We appreciate the letter from Dr. Fenton. He expressed concern regarding the dosage of amoxicillin, 15 mg/kg thrice daily, for the treatment of World Health Organization (WHO) defined non-severe pneumonia in children aged 2-59 months. He cited the British Thoracic Society guidelines, which recommend oral amoxicillin in a dose of 8 mg/kg thrice daily (which may be doubled in case of severe infection) for 7-10 days for the treatment of childhood community-acquired pneumonia [1]. WHO ARI guidelines recommended oral amoxicillin dose of 15 mg/kg thrice daily for 5 days for the treatment of childhood pneumonia [2]. Oral amoxicillin is active against S. pneumoniae and H. influenzae, two major bacterial agents that cause childhood pneumonia [3]. Emergence of penicillin resistant pneumococcal infections has raised the concern that lower dose may not be sufficient to overcome the resistance. Reportedly 15% to 40% of S. pneumoniae that had an intermediate resistance to penicillins, were managed with higher dosage of 75mg/kg/day to 90mg/kg/day of amoxicillin [4]. The American Academy of Pediatrics (AAP), recommends empiric initial treatment of acute otitis media with high-dose oral amoxicillin at 80-90 mg/kg daily due to the same concern about pneumococcal resistance. The AAP recommendations mention that based on middle ear fluid and in vitro activity, no currently available oral antibiotic has better activity than amoxicillin against resistant S. pneumoniae [5]. A higher dose, shorter course of oral amoxicillin resulted in significantly lower risk of penicillin-nonsusceptible pneumococcal carriage [6]. The higher dose results in a higher plasma level overcoming the MIC levels of pathogens related to the antimicrobial resistance [7]. Data has shown that for beta- lactam antimicrobial agents, the time that the serum drug concentration exceeds the MIC of the pathogen is a major factor in predicting successful clinical outcome [8]. Thus we believe that besides being efficacious, a short course, high dose outpatient antibiotic therapy is a promising intervention to lessen the impact of antibiotic use on the spread of antimicrobial resistance.

Yasir Bin Nisar

References:

[1] British Thoracic Society of Standards of Care Committee. BTS guidelines for the management of community acquired pneumonia in childhood. Thorax. 2002;57(Suppl 1):i1-24.

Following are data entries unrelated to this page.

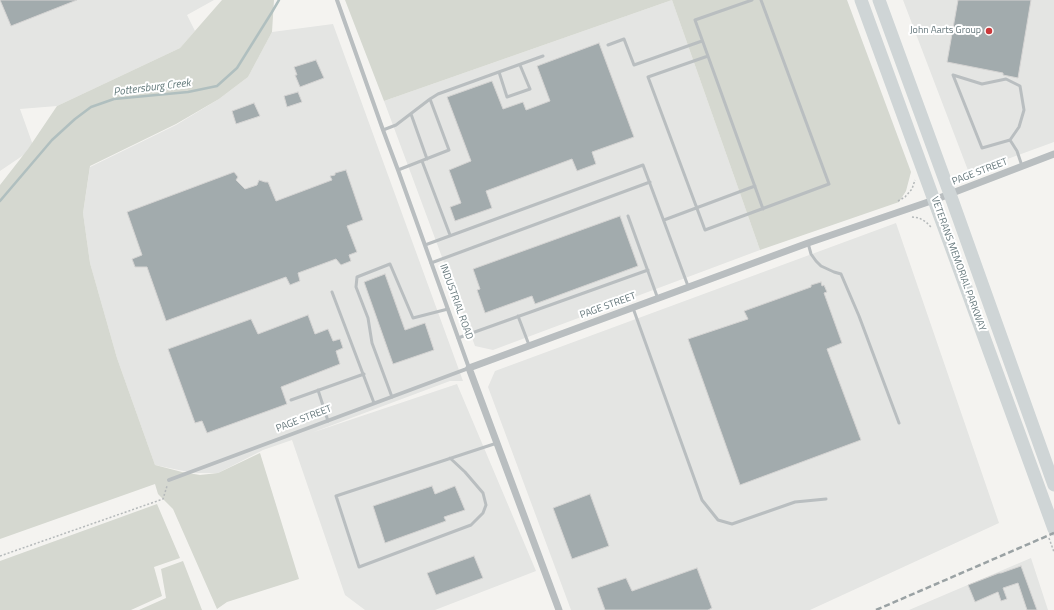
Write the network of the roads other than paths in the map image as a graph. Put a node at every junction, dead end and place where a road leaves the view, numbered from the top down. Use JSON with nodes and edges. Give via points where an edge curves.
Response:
{"nodes":[{"id":1,"x":337,"y":0,"type":"edge"},
{"id":2,"x":752,"y":0,"type":"edge"},
{"id":3,"x":761,"y":0,"type":"edge"},
{"id":4,"x":861,"y":0,"type":"edge"},
{"id":5,"x":878,"y":0,"type":"edge"},
{"id":6,"x":702,"y":41,"type":"junction"},
{"id":7,"x":608,"y":45,"type":"dead end"},
{"id":8,"x":543,"y":56,"type":"dead end"},
{"id":9,"x":708,"y":56,"type":"junction"},
{"id":10,"x":520,"y":64,"type":"junction"},
{"id":11,"x":499,"y":72,"type":"junction"},
{"id":12,"x":430,"y":99,"type":"junction"},
{"id":13,"x":411,"y":114,"type":"junction"},
{"id":14,"x":383,"y":130,"type":"junction"},
{"id":15,"x":1010,"y":140,"type":"junction"},
{"id":16,"x":1054,"y":154,"type":"edge"},
{"id":17,"x":427,"y":159,"type":"junction"},
{"id":18,"x":422,"y":161,"type":"junction"},
{"id":19,"x":1022,"y":166,"type":"junction"},
{"id":20,"x":398,"y":170,"type":"junction"},
{"id":21,"x":650,"y":182,"type":"junction"},
{"id":22,"x":755,"y":186,"type":"junction"},
{"id":23,"x":950,"y":194,"type":"junction"},
{"id":24,"x":934,"y":200,"type":"junction"},
{"id":25,"x":697,"y":208,"type":"junction"},
{"id":26,"x":763,"y":209,"type":"junction"},
{"id":27,"x":628,"y":216,"type":"dead end"},
{"id":28,"x":664,"y":220,"type":"junction"},
{"id":29,"x":450,"y":235,"type":"junction"},
{"id":30,"x":808,"y":243,"type":"junction"},
{"id":31,"x":425,"y":245,"type":"junction"},
{"id":32,"x":431,"y":263,"type":"junction"},
{"id":33,"x":648,"y":270,"type":"junction"},
{"id":34,"x":688,"y":287,"type":"junction"},
{"id":35,"x":332,"y":292,"type":"dead end"},
{"id":36,"x":658,"y":299,"type":"junction"},
{"id":37,"x":633,"y":308,"type":"junction"},
{"id":38,"x":448,"y":309,"type":"junction"},
{"id":39,"x":518,"y":316,"type":"junction"},
{"id":40,"x":458,"y":338,"type":"junction"},
{"id":41,"x":530,"y":346,"type":"junction"},
{"id":42,"x":469,"y":368,"type":"junction"},
{"id":43,"x":364,"y":374,"type":"junction"},
{"id":44,"x":318,"y":390,"type":"junction"},
{"id":45,"x":392,"y":397,"type":"junction"},
{"id":46,"x":291,"y":400,"type":"dead end"},
{"id":47,"x":374,"y":403,"type":"junction"},
{"id":48,"x":328,"y":421,"type":"junction"},
{"id":49,"x":899,"y":423,"type":"dead end"},
{"id":50,"x":497,"y":443,"type":"junction"},
{"id":51,"x":450,"y":458,"type":"junction"},
{"id":52,"x":169,"y":480,"type":"road end"},
{"id":53,"x":1054,"y":483,"type":"edge"},
{"id":54,"x":826,"y":499,"type":"dead end"},
{"id":55,"x":1054,"y":529,"type":"edge"},
{"id":56,"x":560,"y":610,"type":"edge"}],
"edges":[{"from":1,"to":14,"type":"street","name":"INDUSTRIAL ROAD"},
{"from":2,"to":6,"type":"lane","via":[[695,20]]},
{"from":3,"to":26,"type":"lane","via":[[830,184]]},
{"from":4,"to":24,"type":"highway","name":"VETERANS MEMORIAL PARKWAY"},
{"from":5,"to":23,"type":"highway","name":"VETERANS MEMORIAL PARKWAY"},
{"from":6,"to":7,"type":"lane","via":[[634,64],[624,38]]},
{"from":6,"to":9,"type":"lane"},
{"from":8,"to":10,"type":"lane"},
{"from":9,"to":22,"type":"lane"},
{"from":9,"to":25,"type":"lane","via":[[648,77]]},
{"from":10,"to":11,"type":"lane"},
{"from":10,"to":11,"type":"lane","via":[[530,89],[507,97]]},
{"from":11,"to":12,"type":"lane"},
{"from":12,"to":13,"type":"lane"},
{"from":12,"to":17,"type":"lane","via":[[450,150]]},
{"from":13,"to":14,"type":"lane","via":[[396,125]]},
{"from":13,"to":17,"type":"lane"},
{"from":14,"to":20,"type":"street","name":"INDUSTRIAL ROAD"},
{"from":15,"to":15,"type":"lane","via":[[982,148],[953,75],[982,84],[1006,79],[1020,86],[1024,110],[1019,127]]},
{"from":15,"to":19,"type":"lane"},
{"from":16,"to":19,"type":"street","name":"PAGE STREET"},
{"from":17,"to":18,"type":"lane"},
{"from":18,"to":20,"type":"lane"},
{"from":18,"to":29,"type":"lane"},
{"from":19,"to":23,"type":"street","name":"PAGE STREET"},
{"from":20,"to":31,"type":"street","name":"INDUSTRIAL ROAD"},
{"from":21,"to":28,"type":"lane"},
{"from":21,"to":29,"type":"lane","via":[[643,164]]},
{"from":21,"to":32,"type":"lane"},
{"from":22,"to":25,"type":"lane"},
{"from":22,"to":26,"type":"lane"},
{"from":23,"to":24,"type":"street","name":"PAGE STREET"},
{"from":23,"to":53,"type":"highway","name":"VETERANS MEMORIAL PARKWAY"},
{"from":24,"to":30,"type":"street","name":"PAGE STREET"},
{"from":24,"to":55,"type":"highway","name":"VETERANS MEMORIAL PARKWAY"},
{"from":25,"to":26,"type":"lane","via":[[705,230]]},
{"from":25,"to":28,"type":"lane"},
{"from":27,"to":33,"type":"lane"},
{"from":28,"to":34,"type":"lane"},
{"from":29,"to":31,"type":"lane"},
{"from":30,"to":34,"type":"street","name":"PAGE STREET"},
{"from":30,"to":49,"type":"lane","via":[[811,254],[821,266],[842,274]]},
{"from":31,"to":32,"type":"street","name":"INDUSTRIAL ROAD"},
{"from":32,"to":38,"type":"street","name":"INDUSTRIAL ROAD"},
{"from":33,"to":36,"type":"lane"},
{"from":33,"to":39,"type":"lane"},
{"from":34,"to":36,"type":"street","name":"PAGE STREET"},
{"from":35,"to":43,"type":"lane"},
{"from":36,"to":37,"type":"street","name":"PAGE STREET"},
{"from":37,"to":41,"type":"street","name":"PAGE STREET"},
{"from":37,"to":54,"type":"lane","via":[[702,500],[718,520],[732,524],[795,502]]},
{"from":38,"to":40,"type":"street","name":"INDUSTRIAL ROAD"},
{"from":38,"to":45,"type":"lane","via":[[413,318],[390,264],[356,277],[356,287],[368,318],[372,343]]},
{"from":39,"to":40,"type":"lane"},
{"from":39,"to":41,"type":"lane"},
{"from":40,"to":42,"type":"street","name":"INDUSTRIAL ROAD"},
{"from":41,"to":42,"type":"street","name":"PAGE STREET"},
{"from":42,"to":45,"type":"street","name":"PAGE STREET"},
{"from":42,"to":50,"type":"street","name":"INDUSTRIAL ROAD"},
{"from":43,"to":44,"type":"lane"},
{"from":43,"to":47,"type":"lane"},
{"from":44,"to":46,"type":"lane"},
{"from":44,"to":48,"type":"lane"},
{"from":45,"to":47,"type":"street","name":"PAGE STREET"},
{"from":47,"to":48,"type":"street","name":"PAGE STREET"},
{"from":48,"to":52,"type":"street","name":"PAGE STREET"},
{"from":50,"to":51,"type":"lane"},
{"from":50,"to":56,"type":"street","name":"INDUSTRIAL ROAD"},
{"from":51,"to":51,"type":"lane","via":[[336,496],[359,567],[471,525],[483,513],[486,505],[483,493]]}]}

[2] WHO. Acute Respiratory Infections in Children: Case management in small hospitals in developing countries. A manual for doctors and other senior health workers. Geneva, Switzerland: World Health Organization; 1990.

[3] WHO. Technical bases for the WHO recommendations on the management of pneumonia in children at first-level facilities. Geneva, Switzerland: World Health Organization; 1991.

[4] Steele RW, Thomas MP, Kolls JK. Current management of community- acquired pneumonia in children: An algorithmic guideline recommendation. Infect Med. 1999;16(1):46-54.

[5] American Academy of Pediatrics. Red Book: 2000 Report of the Committee on Infectious Diseases. 25th ed. Elk Grove Village, IL: American Academy of Pediatrics 2000.

[6] Schrag SJ, Pena C, Fernandez J, Sanchez J, Gomez V, Perez E, Feris JM, Besser RE. Effect of short-course, high-dose amoxicillin therapy on resistant pneumococcal carriage: A randomized trial. JAMA. 2001;286(1):49- 56.

[7] Fonseca W, Hoppu K, Rey LC, Amaral J, Qazi S. Comparing pharmacokinetics of Amoxicillin given twice or three times per day to children older than 3 months with pneumonia. Antimicrob Agents Chemother. 2003;47(3):997-1001.

[8] Drusano GL, Craig WA. Relevance of pharmacokinetics and pharmacodynamics in the selection of antibiotics for respiratory tract infections. J Chemother. 1997;9(Suppl. 3):38–44.